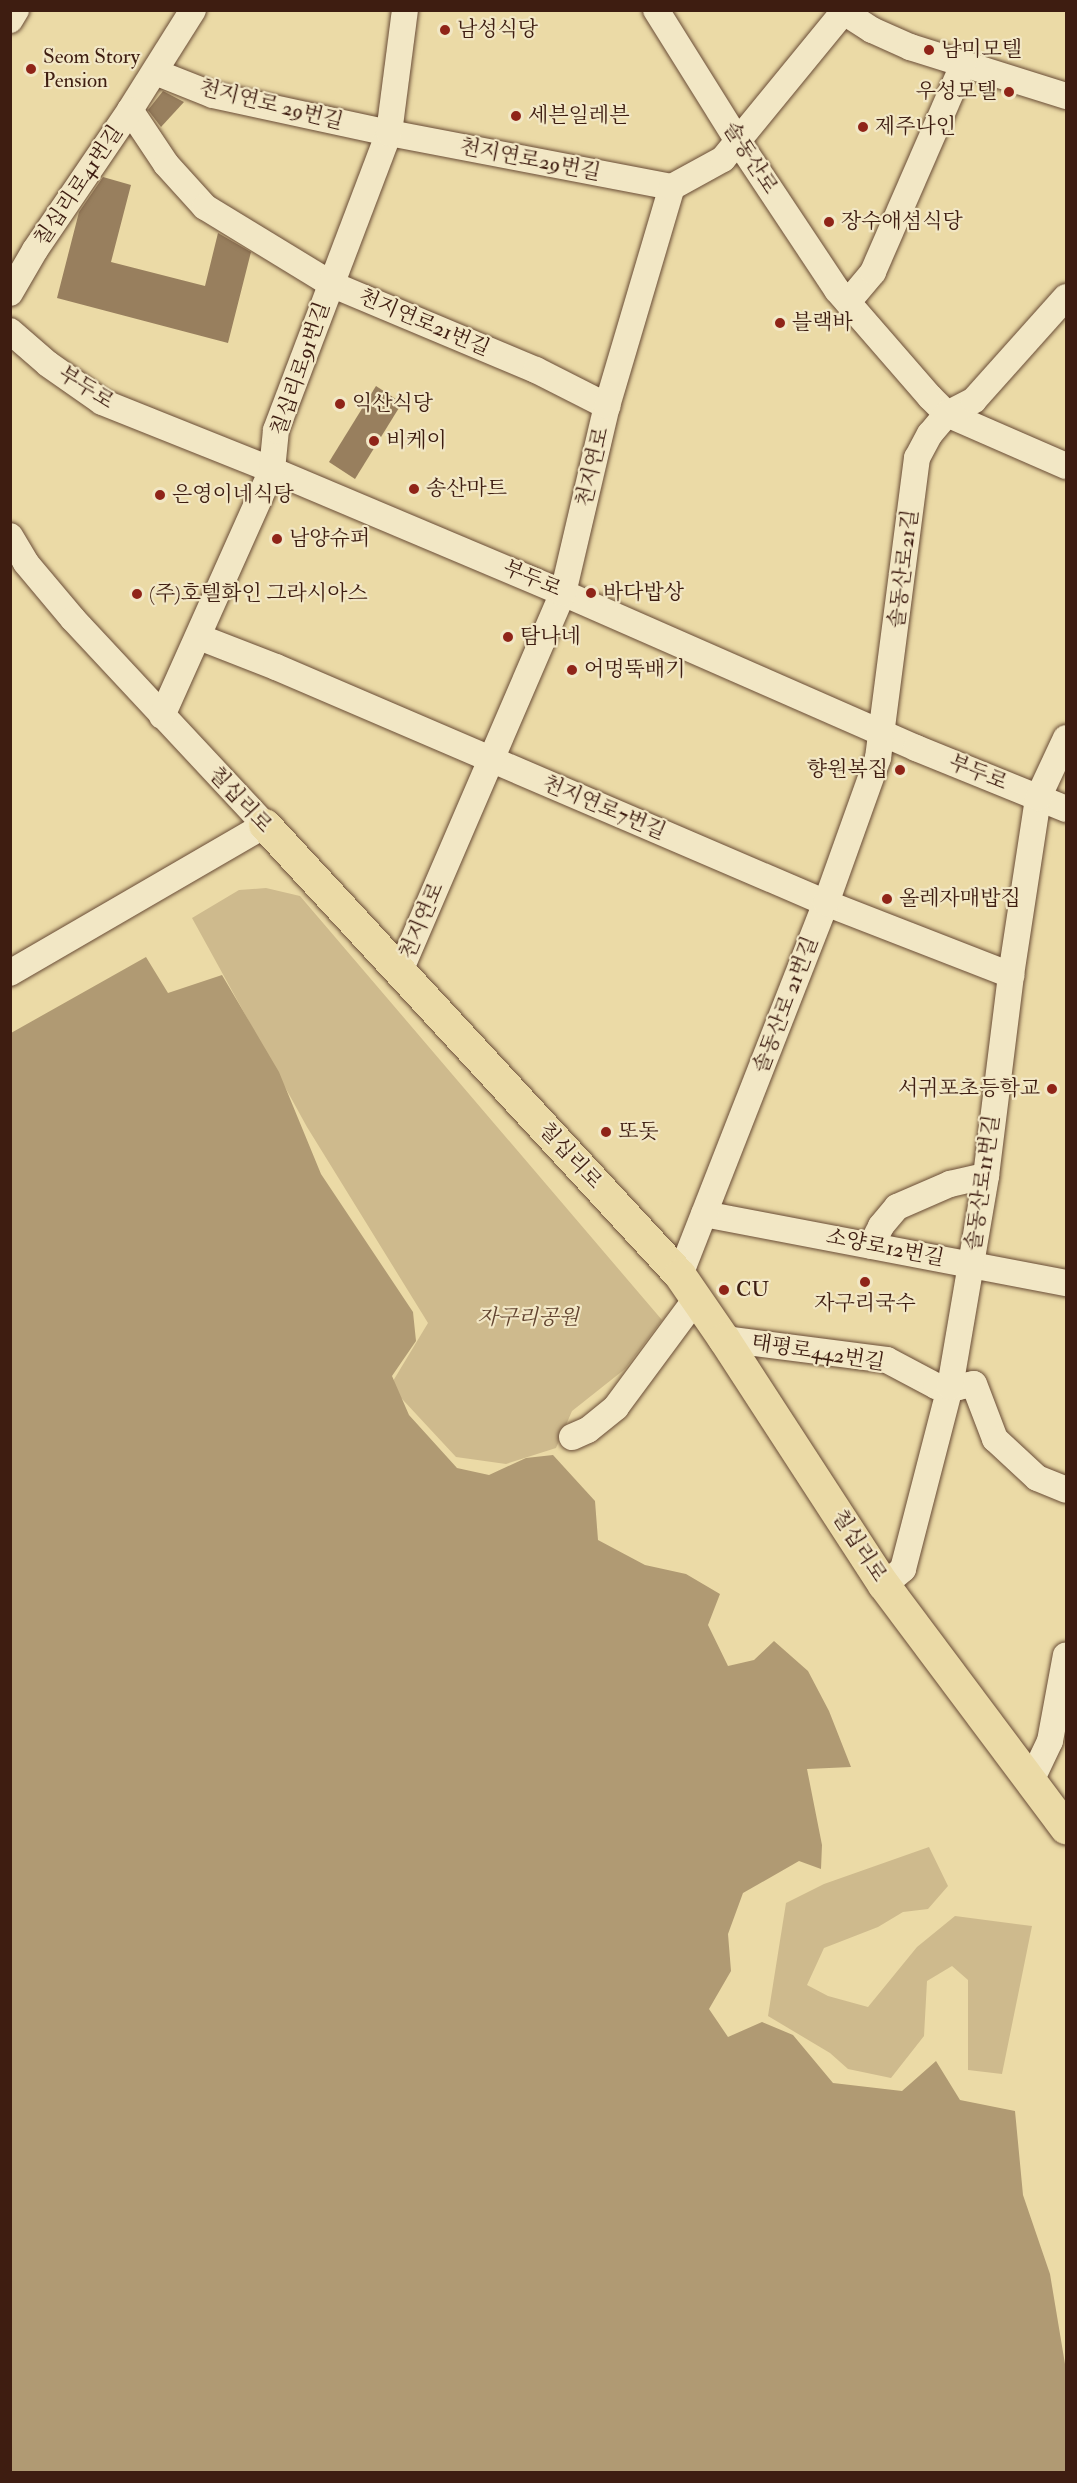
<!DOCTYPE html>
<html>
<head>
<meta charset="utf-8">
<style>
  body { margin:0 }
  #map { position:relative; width:1077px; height:2483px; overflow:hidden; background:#ebdaa6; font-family:"IM FELL Double Pica","Noto Serif KR",serif }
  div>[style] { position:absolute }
  .green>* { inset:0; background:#ceba8d }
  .water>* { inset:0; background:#b09a73 }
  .building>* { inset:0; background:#987f5e }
  .roads { filter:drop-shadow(0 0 2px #694c36) drop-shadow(0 0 2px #694c36) }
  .minor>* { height:26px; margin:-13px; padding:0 13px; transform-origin:13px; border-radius:13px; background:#f2e7c5 }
  .major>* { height:32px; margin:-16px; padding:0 16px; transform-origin:16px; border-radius:16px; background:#ebdaa6 }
  .dots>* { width:16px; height:16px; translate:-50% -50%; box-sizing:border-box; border:3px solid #f2e7c5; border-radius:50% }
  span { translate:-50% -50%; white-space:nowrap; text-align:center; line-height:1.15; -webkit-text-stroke:4.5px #f2e7c5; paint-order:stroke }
  .poi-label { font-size:21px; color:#3e1d11 }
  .left { translate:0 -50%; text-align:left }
  .right { translate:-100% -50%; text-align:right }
  .street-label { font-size:21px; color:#3e1d11 }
  .park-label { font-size:21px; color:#624430; font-style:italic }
  .frame { position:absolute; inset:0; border:12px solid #3e1d11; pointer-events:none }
</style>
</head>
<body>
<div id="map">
  <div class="green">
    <div style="clip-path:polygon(266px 888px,300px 896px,662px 1320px,625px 1369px,572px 1411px,556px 1448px,506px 1464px,456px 1457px,390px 1386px,428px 1323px,307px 1127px,192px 918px,239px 890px)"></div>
    <div style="clip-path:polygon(929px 1847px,948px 1886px,928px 1909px,903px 1912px,878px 1927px,824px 1948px,807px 1985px,828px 1996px,868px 2007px,917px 1947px,955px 1916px,1032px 1926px,1002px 2074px,968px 2070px,968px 1980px,952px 1966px,927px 1981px,924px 2036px,891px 2078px,848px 2069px,830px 2053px,768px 2016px,786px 1903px,824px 1884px)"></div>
  </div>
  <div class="water">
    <div style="clip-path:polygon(146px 957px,168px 993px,222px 975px,279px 1072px,321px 1174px,413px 1312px,416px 1341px,392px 1376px,409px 1415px,457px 1468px,489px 1475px,526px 1458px,553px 1455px,595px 1501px,598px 1540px,645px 1565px,686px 1574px,720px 1594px,708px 1625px,728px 1666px,754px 1660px,774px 1641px,808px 1671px,829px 1711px,851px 1767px,807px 1769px,822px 1845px,821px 1869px,799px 1861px,743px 1893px,728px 1934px,731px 1971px,709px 2009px,728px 2037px,762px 2022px,793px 2035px,833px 2083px,902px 2091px,936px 2061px,960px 2100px,1015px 2111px,1023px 2195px,1050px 2274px,1066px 2370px,1066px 2472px,11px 2472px,11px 1033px)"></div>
  </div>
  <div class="building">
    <div style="clip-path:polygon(163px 91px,184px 102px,161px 127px,148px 110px)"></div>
    <div style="clip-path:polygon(103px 177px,131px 185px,111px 262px,205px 286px,218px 233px,251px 252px,228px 343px,57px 298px,79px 212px)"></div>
    <div style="clip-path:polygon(376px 386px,402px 403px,355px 479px,329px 462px)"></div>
  </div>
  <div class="roads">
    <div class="minor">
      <div style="left:193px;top:10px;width:118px;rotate:122.2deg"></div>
      <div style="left:130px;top:110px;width:65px;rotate:56.3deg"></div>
      <div style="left:166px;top:164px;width:58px;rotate:47.8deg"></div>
      <div style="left:205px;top:207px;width:148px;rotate:31.4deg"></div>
      <div style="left:331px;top:284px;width:222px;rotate:22.8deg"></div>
      <div style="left:536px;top:370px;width:80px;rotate:26.9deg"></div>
      <div style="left:656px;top:10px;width:155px;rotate:58deg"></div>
      <div style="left:738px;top:141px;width:179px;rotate:56.4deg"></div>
      <div style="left:837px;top:290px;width:142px;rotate:49deg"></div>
      <div style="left:930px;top:397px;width:24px;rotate:45deg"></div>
      <div style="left:947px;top:414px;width:130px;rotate:23.6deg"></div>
      <div style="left:841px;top:10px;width:37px;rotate:33deg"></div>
      <div style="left:872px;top:30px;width:42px;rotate:24.1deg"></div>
      <div style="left:910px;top:47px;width:164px;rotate:17.4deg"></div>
      <div style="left:10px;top:20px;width:12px;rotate:-59deg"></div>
      <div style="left:155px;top:72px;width:62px;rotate:21.6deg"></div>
      <div style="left:213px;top:95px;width:180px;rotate:12.2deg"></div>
      <div style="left:389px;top:133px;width:288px;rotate:10.8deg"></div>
      <div style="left:10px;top:293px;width:50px;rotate:-59.8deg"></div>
      <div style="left:35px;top:250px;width:169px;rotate:-55.8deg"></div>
      <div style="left:848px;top:302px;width:39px;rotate:-50deg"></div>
      <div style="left:873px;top:272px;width:226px;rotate:-66.5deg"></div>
      <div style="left:10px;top:331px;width:50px;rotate:41deg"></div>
      <div style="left:48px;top:364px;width:66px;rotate:35.1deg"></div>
      <div style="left:102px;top:402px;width:183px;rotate:21.8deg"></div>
      <div style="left:272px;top:470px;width:316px;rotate:22.9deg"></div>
      <div style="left:563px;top:593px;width:386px;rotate:23.7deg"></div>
      <div style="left:916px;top:748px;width:162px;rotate:22.1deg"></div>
      <div style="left:10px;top:536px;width:31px;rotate:59deg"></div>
      <div style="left:26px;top:563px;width:73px;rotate:50deg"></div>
      <div style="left:73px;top:619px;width:282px;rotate:47deg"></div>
      <div style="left:265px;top:825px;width:295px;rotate:149.9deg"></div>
      <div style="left:199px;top:637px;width:83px;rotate:21.3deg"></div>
      <div style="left:276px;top:667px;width:598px;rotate:23.22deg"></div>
      <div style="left:826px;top:903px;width:199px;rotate:21.3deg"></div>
      <div style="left:162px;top:716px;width:269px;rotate:-65.9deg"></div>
      <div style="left:272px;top:470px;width:40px;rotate:-84.3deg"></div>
      <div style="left:276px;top:430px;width:318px;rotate:-69.2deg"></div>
      <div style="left:389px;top:133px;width:124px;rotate:-82.6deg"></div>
      <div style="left:400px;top:971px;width:412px;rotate:-66.7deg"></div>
      <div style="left:563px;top:593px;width:192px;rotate:-76.8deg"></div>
      <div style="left:607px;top:406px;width:228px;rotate:-73.5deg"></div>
      <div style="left:672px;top:187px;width:58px;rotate:-28.8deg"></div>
      <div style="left:723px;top:159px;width:193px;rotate:-50.7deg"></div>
      <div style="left:704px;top:1214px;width:369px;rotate:10.8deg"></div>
      <div style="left:871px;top:1246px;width:22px;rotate:-63deg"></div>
      <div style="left:881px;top:1226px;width:25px;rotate:-50deg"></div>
      <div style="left:897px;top:1207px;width:58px;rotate:-23.5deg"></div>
      <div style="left:950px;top:1184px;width:37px;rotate:-13deg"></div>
      <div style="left:680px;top:1275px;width:400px;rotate:-68.6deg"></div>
      <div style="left:826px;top:903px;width:154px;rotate:-70.3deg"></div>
      <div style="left:878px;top:758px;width:303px;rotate:-82.6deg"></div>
      <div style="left:917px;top:458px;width:27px;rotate:-62deg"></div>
      <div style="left:930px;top:434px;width:26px;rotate:-50deg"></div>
      <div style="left:947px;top:414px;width:30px;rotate:-27deg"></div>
      <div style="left:974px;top:400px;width:138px;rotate:-48.2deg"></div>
      <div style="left:724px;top:1339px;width:164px;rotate:7.3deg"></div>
      <div style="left:887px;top:1360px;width:55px;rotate:28deg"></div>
      <div style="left:936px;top:1386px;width:22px;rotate:3deg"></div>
      <div style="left:958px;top:1387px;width:16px;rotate:-11deg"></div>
      <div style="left:974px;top:1384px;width:59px;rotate:69.1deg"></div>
      <div style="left:995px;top:1439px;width:57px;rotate:42.9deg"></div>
      <div style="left:1037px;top:1478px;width:31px;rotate:22deg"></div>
      <div style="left:572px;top:1437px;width:17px;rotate:-24deg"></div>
      <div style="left:588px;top:1430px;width:36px;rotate:-39deg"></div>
      <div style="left:616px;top:1407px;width:134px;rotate:-53.5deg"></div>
      <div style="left:884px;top:1585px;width:25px;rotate:-40deg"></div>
      <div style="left:903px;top:1569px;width:188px;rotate:-75.5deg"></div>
      <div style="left:950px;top:1387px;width:214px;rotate:-80.3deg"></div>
      <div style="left:986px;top:1176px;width:203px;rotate:-82.9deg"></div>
      <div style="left:1011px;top:975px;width:179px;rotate:-81.3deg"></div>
      <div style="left:1038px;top:798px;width:66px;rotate:-65deg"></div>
      <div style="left:1031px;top:1781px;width:44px;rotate:-64.6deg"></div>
      <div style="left:1050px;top:1741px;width:87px;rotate:-79.5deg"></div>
    </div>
    <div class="major">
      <div style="left:265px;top:825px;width:612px;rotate:47.32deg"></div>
      <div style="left:680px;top:1275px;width:78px;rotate:55.5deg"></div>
      <div style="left:724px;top:1339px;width:293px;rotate:57deg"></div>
      <div style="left:884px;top:1585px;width:304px;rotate:53.2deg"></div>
    </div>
  </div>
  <div class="dots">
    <div style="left:445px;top:30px;background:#8f2418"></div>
    <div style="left:929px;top:50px;background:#8f2418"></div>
    <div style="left:31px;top:69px;background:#8f2418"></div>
    <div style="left:1009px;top:92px;background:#8f2418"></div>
    <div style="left:516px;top:116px;background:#8f2418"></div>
    <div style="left:863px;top:127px;background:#8f2418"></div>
    <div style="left:829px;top:222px;background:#8f2418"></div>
    <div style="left:780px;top:323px;background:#8f2418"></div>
    <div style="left:340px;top:404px;background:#8f2418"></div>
    <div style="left:374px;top:441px;background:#8f2418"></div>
    <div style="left:414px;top:489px;background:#8f2418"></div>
    <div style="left:160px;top:495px;background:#8f2418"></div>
    <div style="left:277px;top:539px;background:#8f2418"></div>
    <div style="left:591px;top:593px;background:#8f2418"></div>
    <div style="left:137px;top:594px;background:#8f2418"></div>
    <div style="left:508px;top:637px;background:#8f2418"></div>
    <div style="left:572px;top:670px;background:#8f2418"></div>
    <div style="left:900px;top:770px;background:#8f2418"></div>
    <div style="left:887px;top:899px;background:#8f2418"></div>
    <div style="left:1052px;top:1089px;background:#8f2418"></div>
    <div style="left:606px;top:1132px;background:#8f2418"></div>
    <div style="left:865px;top:1282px;background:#8f2418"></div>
    <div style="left:724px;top:1290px;background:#8f2418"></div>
  </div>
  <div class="poi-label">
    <span class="left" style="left:457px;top:30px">남성식당</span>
    <span class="left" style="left:941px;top:50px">남미모텔</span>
    <span class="left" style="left:43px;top:69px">Seom Story<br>Pension</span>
    <span class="right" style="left:997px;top:92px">우성모텔</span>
    <span class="left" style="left:528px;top:116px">세븐일레븐</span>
    <span class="left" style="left:875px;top:127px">제주나인</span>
    <span class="left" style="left:841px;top:222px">장수애섬식당</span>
    <span class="left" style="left:792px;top:323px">블랙바</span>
    <span class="left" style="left:352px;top:404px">익산식당</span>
    <span class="left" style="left:386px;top:441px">비케이</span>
    <span class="left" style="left:426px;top:489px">송산마트</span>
    <span class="left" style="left:172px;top:495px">은영이네식당</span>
    <span class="left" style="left:289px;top:539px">남양슈퍼</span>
    <span class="left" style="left:603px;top:593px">바다밥상</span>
    <span class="left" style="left:149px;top:594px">(주)호텔화인 그라시아스</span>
    <span class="left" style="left:520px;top:637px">탐나네</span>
    <span class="left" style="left:584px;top:670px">어멍뚝배기</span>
    <span class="right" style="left:888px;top:770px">향원복집</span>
    <span class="left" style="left:899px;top:899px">올레자매밥집</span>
    <span class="right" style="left:1040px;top:1089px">서귀포초등학교</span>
    <span class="left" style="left:618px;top:1132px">또돗</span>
    <span class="left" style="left:736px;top:1290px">CU</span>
    <span style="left:865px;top:1304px">자구리국수</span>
  </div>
  <div class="street-label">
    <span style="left:271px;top:105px;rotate:14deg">천지연로 29번길</span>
    <span style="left:750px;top:158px;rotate:57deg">솔동산로</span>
    <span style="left:530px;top:160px;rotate:11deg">천지연로29번길</span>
    <span style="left:79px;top:186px;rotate:-56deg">칠십리로41번길</span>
    <span style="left:424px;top:323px;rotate:23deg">천지연로21번길</span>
    <span style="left:301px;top:369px;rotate:-71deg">칠십리로91번길</span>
    <span style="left:86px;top:388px;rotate:32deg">부두로</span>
    <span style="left:593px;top:467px;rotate:-77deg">천지연로</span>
    <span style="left:904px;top:569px;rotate:-83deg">솔동산로21길</span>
    <span style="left:532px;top:579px;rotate:23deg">부두로</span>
    <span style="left:978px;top:773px;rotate:22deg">부두로</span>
    <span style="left:240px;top:800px;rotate:47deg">칠십리로</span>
    <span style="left:604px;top:808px;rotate:23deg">천지연로7번길</span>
    <span style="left:422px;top:921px;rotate:-67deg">천지연로</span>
    <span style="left:786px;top:1005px;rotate:-69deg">솔동산로 21번길</span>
    <span style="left:570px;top:1156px;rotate:47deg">칠십리로</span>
    <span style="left:983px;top:1183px;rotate:-82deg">솔동산로11번길</span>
    <span style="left:885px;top:1248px;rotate:11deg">소양로12번길</span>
    <span style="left:818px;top:1353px;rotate:9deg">태평로442번길</span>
    <span style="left:859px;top:1546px;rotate:57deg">칠십리로</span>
  </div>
  <div class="park-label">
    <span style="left:528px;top:1318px">자구리공원</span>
  </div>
  <div class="frame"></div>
</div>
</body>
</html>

• **Exercise prompt**: Only the lines from the beginning of the records through the line bearing "position:relative; width:1077px; height:2483px;" belong in the answer, copied word for word with pictures left out.

• **Written reply**:
<!DOCTYPE html>
<html>
<head>
<meta charset="utf-8">
<style>
  body { margin:0 }
  #map { position:relative; width:1077px; height:2483px; overflow:hidden; background:#ebdaa6; font-family:"IM FELL Double Pica","Noto Serif KR",serif }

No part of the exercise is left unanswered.